(Available data Opens)

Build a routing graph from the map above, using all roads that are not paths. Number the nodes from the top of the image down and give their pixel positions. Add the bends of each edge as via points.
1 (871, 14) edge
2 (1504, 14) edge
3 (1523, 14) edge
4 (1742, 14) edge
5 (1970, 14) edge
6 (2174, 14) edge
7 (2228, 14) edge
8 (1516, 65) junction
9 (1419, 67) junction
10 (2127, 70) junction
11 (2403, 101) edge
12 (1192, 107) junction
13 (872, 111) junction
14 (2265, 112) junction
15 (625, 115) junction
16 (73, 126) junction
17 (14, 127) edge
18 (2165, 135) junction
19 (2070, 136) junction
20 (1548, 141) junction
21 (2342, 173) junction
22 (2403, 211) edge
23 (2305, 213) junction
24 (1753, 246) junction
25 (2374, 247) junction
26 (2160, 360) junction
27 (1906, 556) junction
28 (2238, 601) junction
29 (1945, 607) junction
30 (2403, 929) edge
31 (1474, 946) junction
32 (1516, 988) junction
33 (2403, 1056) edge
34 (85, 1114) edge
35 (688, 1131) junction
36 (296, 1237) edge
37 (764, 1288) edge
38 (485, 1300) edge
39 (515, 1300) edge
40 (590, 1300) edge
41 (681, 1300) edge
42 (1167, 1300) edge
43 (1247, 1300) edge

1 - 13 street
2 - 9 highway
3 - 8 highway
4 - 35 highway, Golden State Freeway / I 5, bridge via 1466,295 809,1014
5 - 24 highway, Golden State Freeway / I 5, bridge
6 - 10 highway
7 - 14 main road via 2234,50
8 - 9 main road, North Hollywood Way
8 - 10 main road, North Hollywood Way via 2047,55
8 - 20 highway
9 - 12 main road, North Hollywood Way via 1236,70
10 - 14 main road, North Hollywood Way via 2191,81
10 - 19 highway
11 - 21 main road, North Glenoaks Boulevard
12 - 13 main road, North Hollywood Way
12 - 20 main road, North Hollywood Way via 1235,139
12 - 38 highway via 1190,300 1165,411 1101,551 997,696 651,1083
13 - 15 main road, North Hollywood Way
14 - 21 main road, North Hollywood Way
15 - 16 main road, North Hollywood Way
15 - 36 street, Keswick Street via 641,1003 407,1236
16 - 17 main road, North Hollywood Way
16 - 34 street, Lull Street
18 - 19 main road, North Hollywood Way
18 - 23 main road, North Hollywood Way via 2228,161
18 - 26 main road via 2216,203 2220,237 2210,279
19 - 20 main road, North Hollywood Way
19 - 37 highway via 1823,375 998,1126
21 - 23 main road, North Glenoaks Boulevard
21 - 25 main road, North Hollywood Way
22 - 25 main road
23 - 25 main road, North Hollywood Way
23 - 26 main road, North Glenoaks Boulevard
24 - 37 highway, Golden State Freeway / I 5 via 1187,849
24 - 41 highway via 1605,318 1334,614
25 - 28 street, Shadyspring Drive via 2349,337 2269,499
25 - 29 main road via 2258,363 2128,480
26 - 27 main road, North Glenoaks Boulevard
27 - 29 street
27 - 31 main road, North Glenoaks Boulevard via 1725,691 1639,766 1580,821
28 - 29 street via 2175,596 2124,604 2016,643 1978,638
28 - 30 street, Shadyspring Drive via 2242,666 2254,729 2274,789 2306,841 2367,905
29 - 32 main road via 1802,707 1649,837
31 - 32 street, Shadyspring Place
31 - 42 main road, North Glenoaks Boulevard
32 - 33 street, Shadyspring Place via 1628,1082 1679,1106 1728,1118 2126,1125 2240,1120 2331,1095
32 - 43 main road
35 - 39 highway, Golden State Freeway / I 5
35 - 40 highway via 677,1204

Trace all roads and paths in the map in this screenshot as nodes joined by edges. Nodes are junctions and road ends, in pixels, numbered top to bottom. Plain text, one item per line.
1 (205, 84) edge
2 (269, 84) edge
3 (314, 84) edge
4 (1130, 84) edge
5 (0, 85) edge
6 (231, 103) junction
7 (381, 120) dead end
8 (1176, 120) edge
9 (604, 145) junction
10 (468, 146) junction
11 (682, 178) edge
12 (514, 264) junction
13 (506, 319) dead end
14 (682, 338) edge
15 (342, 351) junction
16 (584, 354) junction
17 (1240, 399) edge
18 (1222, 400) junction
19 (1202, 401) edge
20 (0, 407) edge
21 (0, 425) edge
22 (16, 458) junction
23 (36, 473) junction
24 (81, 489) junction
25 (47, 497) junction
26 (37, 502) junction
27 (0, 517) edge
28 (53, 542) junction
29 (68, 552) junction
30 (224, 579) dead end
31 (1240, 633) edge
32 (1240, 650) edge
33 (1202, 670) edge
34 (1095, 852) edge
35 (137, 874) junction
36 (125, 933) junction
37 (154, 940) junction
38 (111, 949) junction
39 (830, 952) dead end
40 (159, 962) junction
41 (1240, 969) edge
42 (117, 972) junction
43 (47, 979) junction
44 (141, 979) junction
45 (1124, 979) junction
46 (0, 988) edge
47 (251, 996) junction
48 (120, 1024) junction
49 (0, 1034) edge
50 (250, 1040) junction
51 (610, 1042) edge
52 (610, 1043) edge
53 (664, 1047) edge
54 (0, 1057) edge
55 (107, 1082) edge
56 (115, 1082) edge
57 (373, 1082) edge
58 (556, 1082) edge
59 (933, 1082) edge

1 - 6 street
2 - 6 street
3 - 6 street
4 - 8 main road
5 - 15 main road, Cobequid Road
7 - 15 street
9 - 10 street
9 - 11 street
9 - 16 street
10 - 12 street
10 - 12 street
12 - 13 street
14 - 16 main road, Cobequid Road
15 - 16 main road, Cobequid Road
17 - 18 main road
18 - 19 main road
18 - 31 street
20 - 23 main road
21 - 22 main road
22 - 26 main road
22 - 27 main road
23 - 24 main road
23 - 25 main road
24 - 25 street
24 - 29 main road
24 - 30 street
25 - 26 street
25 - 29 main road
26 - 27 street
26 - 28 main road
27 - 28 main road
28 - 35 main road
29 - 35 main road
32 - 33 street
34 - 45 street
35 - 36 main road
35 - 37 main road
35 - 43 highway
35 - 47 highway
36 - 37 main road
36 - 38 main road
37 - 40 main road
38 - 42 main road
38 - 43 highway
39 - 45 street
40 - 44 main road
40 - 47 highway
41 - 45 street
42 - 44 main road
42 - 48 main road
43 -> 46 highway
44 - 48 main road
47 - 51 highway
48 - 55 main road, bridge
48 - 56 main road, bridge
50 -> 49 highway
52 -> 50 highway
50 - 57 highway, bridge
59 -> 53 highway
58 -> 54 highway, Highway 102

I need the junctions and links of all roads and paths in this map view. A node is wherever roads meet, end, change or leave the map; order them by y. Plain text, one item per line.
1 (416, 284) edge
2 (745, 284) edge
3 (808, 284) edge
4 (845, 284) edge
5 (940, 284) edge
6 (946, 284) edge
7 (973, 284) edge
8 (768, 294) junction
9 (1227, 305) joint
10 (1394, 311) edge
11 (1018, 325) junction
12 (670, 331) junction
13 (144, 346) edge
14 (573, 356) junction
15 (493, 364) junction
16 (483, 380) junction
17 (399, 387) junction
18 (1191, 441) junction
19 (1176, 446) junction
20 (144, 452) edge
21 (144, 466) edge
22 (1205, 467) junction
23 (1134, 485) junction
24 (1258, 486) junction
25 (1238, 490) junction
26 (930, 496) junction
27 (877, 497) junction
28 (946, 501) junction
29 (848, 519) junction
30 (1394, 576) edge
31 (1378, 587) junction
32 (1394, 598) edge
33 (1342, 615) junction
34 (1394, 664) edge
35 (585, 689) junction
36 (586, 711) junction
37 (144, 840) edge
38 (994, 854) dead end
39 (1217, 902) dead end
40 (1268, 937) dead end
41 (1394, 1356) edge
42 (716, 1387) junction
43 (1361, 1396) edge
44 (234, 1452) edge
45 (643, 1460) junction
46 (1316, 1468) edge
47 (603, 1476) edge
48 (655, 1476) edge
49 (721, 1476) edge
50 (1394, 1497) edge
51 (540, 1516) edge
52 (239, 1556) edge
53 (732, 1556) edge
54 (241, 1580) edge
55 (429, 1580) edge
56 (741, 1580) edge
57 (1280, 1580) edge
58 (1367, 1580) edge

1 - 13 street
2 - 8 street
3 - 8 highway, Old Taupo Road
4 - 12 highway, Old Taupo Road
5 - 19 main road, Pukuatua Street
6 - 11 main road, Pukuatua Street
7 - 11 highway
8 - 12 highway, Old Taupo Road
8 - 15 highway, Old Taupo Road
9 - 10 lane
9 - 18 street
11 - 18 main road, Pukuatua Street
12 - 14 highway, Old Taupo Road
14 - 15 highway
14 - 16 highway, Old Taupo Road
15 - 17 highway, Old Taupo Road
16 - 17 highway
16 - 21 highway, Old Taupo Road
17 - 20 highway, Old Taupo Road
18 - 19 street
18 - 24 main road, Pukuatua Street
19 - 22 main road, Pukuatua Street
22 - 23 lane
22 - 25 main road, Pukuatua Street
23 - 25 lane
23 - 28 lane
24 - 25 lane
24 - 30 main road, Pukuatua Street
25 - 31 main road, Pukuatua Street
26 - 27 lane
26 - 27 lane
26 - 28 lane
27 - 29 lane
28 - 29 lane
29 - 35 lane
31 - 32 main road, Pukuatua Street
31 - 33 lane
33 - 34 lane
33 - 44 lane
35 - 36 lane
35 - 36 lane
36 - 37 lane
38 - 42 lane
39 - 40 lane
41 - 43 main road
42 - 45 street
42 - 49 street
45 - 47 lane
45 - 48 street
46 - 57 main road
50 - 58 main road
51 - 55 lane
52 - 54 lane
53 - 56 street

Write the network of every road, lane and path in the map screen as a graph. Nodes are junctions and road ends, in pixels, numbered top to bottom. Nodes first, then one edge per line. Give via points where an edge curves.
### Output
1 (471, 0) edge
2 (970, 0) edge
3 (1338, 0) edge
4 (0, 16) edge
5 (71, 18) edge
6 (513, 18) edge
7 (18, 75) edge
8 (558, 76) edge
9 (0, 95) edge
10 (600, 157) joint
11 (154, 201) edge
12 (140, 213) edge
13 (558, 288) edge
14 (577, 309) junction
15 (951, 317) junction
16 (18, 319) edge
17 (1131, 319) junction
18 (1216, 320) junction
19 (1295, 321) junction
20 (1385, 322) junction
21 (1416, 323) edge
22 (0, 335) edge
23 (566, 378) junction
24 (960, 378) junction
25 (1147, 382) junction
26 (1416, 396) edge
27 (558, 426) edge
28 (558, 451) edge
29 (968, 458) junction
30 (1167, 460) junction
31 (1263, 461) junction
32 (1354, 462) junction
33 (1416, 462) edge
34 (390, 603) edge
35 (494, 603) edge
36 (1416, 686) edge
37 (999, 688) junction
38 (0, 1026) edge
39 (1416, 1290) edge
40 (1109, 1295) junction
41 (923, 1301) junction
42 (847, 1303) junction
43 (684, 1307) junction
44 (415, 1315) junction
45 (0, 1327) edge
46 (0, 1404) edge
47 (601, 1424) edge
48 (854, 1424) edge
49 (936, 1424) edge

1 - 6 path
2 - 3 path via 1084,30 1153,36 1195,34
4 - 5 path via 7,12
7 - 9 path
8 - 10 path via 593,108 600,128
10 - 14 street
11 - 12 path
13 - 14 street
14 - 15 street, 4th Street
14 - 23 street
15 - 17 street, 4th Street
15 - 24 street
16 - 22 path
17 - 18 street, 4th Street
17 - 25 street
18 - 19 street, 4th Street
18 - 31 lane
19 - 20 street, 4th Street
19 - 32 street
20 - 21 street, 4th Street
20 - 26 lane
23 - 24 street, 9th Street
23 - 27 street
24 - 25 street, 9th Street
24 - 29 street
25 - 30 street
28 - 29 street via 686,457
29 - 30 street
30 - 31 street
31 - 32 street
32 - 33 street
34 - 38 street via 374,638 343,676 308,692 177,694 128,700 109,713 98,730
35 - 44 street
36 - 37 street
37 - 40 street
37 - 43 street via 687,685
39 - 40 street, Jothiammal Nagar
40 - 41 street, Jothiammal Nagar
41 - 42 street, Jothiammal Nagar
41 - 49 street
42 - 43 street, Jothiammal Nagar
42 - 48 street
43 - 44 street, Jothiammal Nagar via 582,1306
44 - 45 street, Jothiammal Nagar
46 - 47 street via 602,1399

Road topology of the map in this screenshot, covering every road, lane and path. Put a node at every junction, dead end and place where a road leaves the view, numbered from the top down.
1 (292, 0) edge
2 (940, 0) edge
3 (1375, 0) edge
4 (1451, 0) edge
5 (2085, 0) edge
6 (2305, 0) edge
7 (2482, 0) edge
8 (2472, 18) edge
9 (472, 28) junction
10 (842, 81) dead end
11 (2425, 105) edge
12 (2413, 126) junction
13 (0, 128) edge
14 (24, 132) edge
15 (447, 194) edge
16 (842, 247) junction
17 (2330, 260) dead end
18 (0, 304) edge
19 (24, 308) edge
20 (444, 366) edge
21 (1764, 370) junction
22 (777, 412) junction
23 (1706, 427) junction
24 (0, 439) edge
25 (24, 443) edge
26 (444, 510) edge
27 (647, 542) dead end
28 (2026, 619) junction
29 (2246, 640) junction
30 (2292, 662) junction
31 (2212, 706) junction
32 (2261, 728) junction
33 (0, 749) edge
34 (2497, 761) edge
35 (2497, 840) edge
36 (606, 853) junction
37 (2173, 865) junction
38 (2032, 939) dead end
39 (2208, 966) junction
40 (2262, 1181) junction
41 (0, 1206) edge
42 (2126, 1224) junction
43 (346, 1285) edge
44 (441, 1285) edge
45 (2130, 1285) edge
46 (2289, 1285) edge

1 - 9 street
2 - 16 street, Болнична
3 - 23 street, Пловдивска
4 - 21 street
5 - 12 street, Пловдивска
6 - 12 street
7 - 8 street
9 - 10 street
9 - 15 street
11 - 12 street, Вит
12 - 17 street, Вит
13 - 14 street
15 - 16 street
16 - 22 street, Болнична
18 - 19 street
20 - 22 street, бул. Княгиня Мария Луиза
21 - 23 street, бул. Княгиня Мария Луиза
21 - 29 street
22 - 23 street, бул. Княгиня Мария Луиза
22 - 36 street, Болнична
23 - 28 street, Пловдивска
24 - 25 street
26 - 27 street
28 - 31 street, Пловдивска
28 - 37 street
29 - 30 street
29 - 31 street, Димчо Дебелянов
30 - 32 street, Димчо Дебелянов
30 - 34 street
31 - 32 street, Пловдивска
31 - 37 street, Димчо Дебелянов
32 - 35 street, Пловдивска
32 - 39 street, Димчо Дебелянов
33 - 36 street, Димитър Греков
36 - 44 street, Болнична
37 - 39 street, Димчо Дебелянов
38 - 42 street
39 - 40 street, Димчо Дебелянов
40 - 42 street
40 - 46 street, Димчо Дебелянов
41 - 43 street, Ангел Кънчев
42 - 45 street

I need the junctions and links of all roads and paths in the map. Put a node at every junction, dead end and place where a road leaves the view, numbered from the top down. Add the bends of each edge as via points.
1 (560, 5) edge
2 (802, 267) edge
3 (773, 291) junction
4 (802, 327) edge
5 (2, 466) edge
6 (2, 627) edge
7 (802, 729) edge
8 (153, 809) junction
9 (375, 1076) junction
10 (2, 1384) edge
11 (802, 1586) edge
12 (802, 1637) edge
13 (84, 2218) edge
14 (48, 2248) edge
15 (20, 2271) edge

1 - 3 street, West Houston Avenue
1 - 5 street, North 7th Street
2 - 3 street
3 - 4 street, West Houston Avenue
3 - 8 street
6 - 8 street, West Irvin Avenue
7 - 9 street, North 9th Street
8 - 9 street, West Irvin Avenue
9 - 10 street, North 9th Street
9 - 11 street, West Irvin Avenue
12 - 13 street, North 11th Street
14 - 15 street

(Available data Closes)

Task instructions — How many lines in the listing contain the string "Jothiammal"? Please answer with the number and no other words.

Reply — 6